### MATERIAL PROVIDED

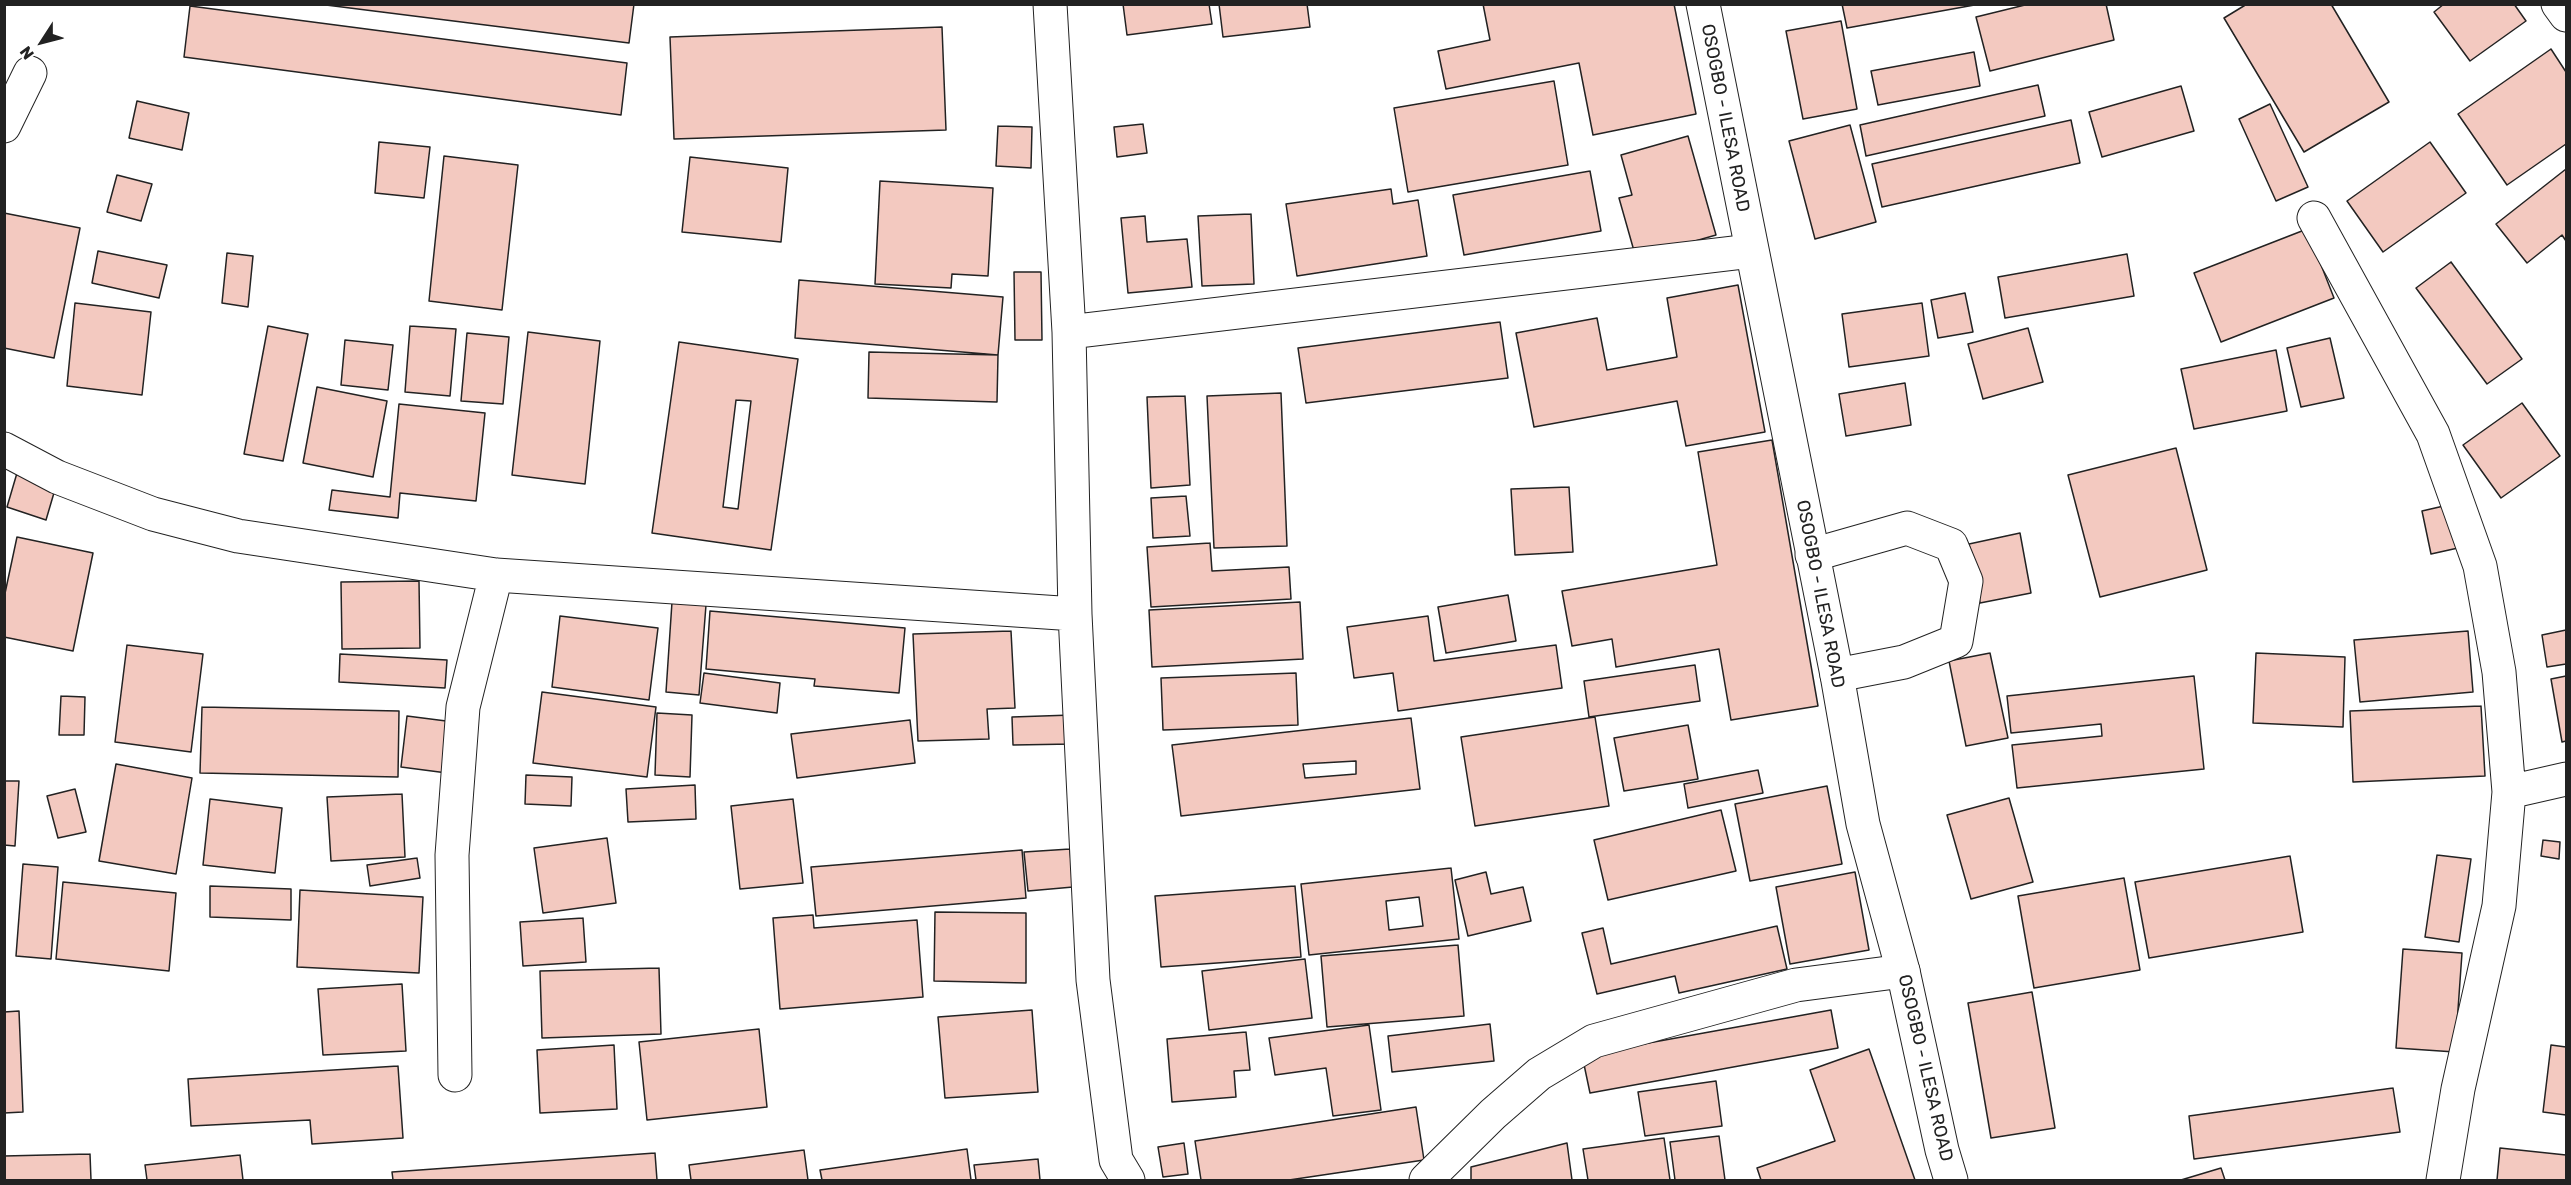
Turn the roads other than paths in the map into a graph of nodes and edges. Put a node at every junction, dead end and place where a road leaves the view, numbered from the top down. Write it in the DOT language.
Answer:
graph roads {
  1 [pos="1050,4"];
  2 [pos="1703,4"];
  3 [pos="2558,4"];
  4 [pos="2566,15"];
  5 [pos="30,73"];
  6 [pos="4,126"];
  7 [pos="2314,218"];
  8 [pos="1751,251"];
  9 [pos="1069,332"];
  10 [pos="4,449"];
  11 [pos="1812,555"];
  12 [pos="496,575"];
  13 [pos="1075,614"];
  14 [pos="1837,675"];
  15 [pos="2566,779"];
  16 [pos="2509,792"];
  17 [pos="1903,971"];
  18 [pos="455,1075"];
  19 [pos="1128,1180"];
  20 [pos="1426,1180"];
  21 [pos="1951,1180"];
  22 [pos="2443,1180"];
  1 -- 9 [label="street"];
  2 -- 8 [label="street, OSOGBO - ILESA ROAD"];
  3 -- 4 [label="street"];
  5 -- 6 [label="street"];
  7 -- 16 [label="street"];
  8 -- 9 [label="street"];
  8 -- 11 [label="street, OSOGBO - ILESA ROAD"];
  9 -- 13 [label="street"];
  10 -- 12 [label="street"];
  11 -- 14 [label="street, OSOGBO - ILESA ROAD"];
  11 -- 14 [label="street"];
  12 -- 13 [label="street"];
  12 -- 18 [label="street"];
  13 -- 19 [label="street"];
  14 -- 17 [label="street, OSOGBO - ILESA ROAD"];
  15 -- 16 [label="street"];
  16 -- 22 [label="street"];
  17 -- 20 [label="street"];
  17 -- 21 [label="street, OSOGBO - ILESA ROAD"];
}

######

WORK INSTRUCTIONS:
What you return must match the records above exactly, minus any images.

TASK RESPONSE:
Turn the roads other than paths in the map into a graph of nodes and edges. Put a node at every junction, dead end and place where a road leaves the view, numbered from the top down. Write it in the DOT language.
Answer:
graph roads {
  1 [pos="1050,4"];
  2 [pos="1703,4"];
  3 [pos="2558,4"];
  4 [pos="2566,15"];
  5 [pos="30,73"];
  6 [pos="4,126"];
  7 [pos="2314,218"];
  8 [pos="1751,251"];
  9 [pos="1069,332"];
  10 [pos="4,449"];
  11 [pos="1812,555"];
  12 [pos="496,575"];
  13 [pos="1075,614"];
  14 [pos="1837,675"];
  15 [pos="2566,779"];
  16 [pos="2509,792"];
  17 [pos="1903,971"];
  18 [pos="455,1075"];
  19 [pos="1128,1180"];
  20 [pos="1426,1180"];
  21 [pos="1951,1180"];
  22 [pos="2443,1180"];
  1 -- 9 [label="street"];
  2 -- 8 [label="street, OSOGBO - ILESA ROAD"];
  3 -- 4 [label="street"];
  5 -- 6 [label="street"];
  7 -- 16 [label="street"];
  8 -- 9 [label="street"];
  8 -- 11 [label="street, OSOGBO - ILESA ROAD"];
  9 -- 13 [label="street"];
  10 -- 12 [label="street"];
  11 -- 14 [label="street, OSOGBO - ILESA ROAD"];
  11 -- 14 [label="street"];
  12 -- 13 [label="street"];
  12 -- 18 [label="street"];
  13 -- 19 [label="street"];
  14 -- 17 [label="street, OSOGBO - ILESA ROAD"];
  15 -- 16 [label="street"];
  16 -- 22 [label="street"];
  17 -- 20 [label="street"];
  17 -- 21 [label="street, OSOGBO - ILESA ROAD"];
}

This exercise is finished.